→ **WORK REQUEST**
Filter the data below, keeping only lines that contain "bridge".

→ **THE RECORDS**
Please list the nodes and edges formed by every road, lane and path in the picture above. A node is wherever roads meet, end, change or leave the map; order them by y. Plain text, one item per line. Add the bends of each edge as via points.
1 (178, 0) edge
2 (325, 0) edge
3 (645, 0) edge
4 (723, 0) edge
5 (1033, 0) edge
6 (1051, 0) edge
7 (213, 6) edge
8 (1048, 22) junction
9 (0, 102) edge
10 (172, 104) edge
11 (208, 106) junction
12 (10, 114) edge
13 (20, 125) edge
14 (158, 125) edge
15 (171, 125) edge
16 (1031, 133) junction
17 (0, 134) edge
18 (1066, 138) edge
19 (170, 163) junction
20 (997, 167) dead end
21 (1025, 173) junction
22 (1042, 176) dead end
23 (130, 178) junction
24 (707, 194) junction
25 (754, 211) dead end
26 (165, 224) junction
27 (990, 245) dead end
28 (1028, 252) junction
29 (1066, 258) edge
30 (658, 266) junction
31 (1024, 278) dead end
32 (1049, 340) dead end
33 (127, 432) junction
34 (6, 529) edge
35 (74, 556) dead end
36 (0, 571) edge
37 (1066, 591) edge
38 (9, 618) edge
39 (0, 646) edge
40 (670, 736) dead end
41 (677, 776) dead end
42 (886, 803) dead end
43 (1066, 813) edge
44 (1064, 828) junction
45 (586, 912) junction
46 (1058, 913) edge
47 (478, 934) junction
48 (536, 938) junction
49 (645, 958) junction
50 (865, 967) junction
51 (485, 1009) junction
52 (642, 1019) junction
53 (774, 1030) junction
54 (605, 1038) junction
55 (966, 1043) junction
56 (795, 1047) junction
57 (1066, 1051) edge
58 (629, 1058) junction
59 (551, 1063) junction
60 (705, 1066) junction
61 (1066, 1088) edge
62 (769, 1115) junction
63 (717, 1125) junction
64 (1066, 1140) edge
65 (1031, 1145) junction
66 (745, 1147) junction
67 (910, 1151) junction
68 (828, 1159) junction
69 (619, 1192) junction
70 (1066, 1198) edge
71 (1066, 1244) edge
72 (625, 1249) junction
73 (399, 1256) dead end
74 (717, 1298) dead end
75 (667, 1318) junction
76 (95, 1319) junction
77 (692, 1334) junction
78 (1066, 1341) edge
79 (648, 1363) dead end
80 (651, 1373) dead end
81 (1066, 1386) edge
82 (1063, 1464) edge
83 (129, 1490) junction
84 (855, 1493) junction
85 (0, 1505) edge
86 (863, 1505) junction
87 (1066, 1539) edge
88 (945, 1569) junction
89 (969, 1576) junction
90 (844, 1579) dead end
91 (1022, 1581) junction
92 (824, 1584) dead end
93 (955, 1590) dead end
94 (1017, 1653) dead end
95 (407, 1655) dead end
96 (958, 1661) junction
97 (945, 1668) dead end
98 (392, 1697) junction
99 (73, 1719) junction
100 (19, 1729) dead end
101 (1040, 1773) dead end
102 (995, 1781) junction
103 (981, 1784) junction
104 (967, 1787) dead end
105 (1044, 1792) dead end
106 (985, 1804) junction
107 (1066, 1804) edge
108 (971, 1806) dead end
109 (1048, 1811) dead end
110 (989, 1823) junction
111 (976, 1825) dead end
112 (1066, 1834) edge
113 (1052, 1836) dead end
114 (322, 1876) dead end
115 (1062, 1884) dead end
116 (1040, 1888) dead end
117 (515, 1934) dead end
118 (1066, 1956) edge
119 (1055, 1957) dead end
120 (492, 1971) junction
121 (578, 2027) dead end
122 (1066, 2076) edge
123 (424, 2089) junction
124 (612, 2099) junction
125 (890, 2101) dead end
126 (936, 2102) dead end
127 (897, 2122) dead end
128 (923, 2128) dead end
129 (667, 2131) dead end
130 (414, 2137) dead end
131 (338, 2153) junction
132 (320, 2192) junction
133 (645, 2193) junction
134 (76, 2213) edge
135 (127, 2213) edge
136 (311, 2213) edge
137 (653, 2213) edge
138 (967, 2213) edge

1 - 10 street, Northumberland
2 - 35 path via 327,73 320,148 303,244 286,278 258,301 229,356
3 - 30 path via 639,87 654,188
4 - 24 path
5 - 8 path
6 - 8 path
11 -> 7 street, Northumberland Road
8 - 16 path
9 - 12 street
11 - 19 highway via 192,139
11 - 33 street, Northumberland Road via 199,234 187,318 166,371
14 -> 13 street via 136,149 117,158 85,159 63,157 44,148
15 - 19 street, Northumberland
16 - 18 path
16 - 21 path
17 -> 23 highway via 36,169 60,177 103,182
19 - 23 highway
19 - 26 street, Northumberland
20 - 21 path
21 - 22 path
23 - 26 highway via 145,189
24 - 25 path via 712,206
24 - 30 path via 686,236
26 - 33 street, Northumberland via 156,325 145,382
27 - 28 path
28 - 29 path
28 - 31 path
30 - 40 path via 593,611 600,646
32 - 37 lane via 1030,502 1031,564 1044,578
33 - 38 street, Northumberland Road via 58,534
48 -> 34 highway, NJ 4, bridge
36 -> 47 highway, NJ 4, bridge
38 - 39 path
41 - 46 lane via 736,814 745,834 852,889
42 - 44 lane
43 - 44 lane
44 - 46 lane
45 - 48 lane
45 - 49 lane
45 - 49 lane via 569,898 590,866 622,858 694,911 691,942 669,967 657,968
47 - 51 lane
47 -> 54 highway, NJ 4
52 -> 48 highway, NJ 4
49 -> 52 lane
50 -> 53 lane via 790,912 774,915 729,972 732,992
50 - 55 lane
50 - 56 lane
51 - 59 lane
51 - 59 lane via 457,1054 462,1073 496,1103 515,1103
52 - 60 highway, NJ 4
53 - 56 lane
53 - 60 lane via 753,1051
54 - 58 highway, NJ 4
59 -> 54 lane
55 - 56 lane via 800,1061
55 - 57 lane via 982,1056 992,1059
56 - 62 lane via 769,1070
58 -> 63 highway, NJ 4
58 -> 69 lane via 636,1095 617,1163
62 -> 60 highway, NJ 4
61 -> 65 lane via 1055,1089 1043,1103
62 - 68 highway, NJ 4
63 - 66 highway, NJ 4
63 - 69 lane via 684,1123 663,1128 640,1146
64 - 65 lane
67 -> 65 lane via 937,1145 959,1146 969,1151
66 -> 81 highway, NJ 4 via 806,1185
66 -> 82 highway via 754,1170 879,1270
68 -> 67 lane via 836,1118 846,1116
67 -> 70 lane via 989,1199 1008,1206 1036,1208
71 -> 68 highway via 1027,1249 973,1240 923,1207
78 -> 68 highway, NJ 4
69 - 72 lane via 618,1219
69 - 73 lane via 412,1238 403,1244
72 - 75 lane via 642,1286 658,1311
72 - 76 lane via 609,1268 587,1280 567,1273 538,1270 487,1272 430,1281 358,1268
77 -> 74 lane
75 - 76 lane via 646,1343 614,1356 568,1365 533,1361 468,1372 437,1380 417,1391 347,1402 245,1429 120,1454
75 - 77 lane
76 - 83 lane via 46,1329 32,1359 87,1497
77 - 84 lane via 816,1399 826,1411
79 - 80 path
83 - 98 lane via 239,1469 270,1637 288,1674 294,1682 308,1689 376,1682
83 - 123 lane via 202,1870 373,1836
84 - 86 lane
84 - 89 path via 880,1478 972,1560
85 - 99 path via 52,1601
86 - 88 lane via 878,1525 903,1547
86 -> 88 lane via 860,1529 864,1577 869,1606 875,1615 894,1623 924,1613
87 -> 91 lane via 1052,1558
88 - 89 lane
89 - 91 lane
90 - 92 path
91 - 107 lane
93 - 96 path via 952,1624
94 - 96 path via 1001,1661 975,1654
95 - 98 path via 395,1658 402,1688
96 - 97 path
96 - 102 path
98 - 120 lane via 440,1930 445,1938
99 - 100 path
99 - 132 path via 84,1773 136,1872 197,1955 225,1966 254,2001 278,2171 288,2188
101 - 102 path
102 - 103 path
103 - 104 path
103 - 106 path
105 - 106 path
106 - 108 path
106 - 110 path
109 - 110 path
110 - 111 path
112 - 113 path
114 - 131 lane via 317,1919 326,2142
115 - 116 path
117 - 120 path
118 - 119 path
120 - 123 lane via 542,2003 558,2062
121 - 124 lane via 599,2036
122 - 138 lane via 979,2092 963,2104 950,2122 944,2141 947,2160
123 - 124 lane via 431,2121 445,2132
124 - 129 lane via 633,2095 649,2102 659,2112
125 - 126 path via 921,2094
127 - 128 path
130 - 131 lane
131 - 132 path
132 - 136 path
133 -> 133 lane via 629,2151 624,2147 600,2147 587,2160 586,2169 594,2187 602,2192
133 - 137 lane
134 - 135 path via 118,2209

→ **RESULT OF THIS TASK**
48 -> 34 highway, NJ 4, bridge
36 -> 47 highway, NJ 4, bridge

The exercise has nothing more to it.